- **About this task**
Among the lines of the records, find all that carry the word "Αχελώου" and copy them.

- **Listed entries**
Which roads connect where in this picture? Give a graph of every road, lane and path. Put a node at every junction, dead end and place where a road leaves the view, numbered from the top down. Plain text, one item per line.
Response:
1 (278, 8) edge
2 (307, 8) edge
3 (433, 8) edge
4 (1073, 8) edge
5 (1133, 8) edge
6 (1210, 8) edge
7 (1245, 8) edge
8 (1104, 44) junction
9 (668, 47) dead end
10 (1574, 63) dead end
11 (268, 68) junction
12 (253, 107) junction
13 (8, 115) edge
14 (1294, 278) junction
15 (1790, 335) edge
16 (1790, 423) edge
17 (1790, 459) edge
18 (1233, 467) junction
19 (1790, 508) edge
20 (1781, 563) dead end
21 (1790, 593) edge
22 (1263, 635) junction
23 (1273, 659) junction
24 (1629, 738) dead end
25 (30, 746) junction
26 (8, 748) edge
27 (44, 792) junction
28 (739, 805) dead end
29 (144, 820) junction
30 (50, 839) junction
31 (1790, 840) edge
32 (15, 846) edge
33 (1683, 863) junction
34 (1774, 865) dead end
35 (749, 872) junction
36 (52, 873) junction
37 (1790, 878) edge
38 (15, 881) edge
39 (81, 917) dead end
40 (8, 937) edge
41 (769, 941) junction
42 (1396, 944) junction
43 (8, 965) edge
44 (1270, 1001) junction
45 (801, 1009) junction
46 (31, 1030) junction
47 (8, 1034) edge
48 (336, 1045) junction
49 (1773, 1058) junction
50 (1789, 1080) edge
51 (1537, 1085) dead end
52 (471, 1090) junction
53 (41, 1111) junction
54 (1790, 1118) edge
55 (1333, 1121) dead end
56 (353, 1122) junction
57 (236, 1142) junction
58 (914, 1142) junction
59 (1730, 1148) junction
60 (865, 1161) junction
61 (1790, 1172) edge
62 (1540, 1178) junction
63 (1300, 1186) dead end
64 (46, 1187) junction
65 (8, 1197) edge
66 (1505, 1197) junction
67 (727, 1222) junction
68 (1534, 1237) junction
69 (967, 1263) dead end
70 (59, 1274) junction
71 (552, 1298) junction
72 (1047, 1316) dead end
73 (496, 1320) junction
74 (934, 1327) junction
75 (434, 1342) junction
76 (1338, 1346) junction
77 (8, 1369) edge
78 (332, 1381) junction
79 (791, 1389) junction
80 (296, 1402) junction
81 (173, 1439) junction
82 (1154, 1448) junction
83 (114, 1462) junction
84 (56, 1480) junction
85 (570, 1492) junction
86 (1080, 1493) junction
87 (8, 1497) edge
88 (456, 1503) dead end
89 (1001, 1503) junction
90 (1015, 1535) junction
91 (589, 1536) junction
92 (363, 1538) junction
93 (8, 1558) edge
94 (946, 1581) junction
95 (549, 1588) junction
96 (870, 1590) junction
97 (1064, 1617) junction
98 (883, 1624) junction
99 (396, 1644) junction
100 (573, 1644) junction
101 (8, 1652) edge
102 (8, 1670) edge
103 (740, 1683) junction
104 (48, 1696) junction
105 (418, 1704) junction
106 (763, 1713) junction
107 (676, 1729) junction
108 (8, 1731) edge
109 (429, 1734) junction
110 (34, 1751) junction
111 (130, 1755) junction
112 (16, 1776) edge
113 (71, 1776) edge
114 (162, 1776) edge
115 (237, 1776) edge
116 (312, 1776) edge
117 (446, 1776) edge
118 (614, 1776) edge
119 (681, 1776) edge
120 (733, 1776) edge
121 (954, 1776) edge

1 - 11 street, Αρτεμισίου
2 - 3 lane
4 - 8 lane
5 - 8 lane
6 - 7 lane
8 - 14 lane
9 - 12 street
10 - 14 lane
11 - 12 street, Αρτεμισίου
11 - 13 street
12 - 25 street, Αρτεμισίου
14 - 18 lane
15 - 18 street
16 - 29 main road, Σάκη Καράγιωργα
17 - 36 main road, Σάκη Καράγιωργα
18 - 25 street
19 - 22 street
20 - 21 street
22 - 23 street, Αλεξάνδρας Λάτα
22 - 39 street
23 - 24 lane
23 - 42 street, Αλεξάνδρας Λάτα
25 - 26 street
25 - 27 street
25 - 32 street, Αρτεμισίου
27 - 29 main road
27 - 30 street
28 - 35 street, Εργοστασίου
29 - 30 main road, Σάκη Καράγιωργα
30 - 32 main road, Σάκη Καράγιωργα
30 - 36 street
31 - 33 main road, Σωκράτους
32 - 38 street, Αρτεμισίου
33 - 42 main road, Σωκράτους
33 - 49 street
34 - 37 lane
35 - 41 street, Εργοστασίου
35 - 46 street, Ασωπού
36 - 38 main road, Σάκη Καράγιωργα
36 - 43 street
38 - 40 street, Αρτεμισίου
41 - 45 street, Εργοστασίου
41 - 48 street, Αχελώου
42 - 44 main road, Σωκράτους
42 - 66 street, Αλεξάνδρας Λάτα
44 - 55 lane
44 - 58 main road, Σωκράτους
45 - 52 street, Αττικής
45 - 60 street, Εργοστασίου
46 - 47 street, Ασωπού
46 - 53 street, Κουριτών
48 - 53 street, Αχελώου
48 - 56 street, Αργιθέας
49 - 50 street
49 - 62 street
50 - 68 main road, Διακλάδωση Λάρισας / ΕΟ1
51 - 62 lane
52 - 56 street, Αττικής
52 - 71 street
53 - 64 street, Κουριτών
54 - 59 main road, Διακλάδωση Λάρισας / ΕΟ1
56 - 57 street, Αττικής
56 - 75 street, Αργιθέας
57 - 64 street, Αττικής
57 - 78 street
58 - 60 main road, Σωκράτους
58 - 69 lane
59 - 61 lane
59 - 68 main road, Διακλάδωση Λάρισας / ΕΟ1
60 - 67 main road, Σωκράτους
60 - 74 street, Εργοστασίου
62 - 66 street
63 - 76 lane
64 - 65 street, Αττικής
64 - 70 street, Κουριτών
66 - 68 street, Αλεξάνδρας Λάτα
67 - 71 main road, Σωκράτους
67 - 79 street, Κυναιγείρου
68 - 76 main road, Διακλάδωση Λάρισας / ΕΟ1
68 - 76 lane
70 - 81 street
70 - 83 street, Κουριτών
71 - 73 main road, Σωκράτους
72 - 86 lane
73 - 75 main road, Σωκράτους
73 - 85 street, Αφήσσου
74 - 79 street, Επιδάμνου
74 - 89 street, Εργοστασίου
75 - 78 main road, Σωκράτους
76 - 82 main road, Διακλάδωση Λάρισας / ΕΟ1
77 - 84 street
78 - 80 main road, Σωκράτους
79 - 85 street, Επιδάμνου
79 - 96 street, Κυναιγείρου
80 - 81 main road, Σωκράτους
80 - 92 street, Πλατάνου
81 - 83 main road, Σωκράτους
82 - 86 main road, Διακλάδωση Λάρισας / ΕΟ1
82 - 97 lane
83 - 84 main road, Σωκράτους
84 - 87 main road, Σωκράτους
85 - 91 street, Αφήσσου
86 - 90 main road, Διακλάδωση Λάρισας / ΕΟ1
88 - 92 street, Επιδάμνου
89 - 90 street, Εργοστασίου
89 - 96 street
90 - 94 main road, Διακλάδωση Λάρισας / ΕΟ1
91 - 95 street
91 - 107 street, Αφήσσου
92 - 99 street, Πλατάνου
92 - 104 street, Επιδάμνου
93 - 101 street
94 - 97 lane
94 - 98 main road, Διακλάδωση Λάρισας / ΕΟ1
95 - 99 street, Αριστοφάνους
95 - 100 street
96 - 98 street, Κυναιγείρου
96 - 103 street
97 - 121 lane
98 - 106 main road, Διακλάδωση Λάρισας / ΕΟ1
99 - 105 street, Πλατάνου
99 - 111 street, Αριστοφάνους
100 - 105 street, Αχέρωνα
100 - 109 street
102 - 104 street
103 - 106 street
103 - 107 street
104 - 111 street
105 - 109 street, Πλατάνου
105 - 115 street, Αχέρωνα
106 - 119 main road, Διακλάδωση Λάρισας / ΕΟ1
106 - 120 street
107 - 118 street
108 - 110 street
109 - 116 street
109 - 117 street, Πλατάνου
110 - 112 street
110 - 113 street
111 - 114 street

- **Reply to the exercise**
41 - 48 street, Αχελώου
48 - 53 street, Αχελώου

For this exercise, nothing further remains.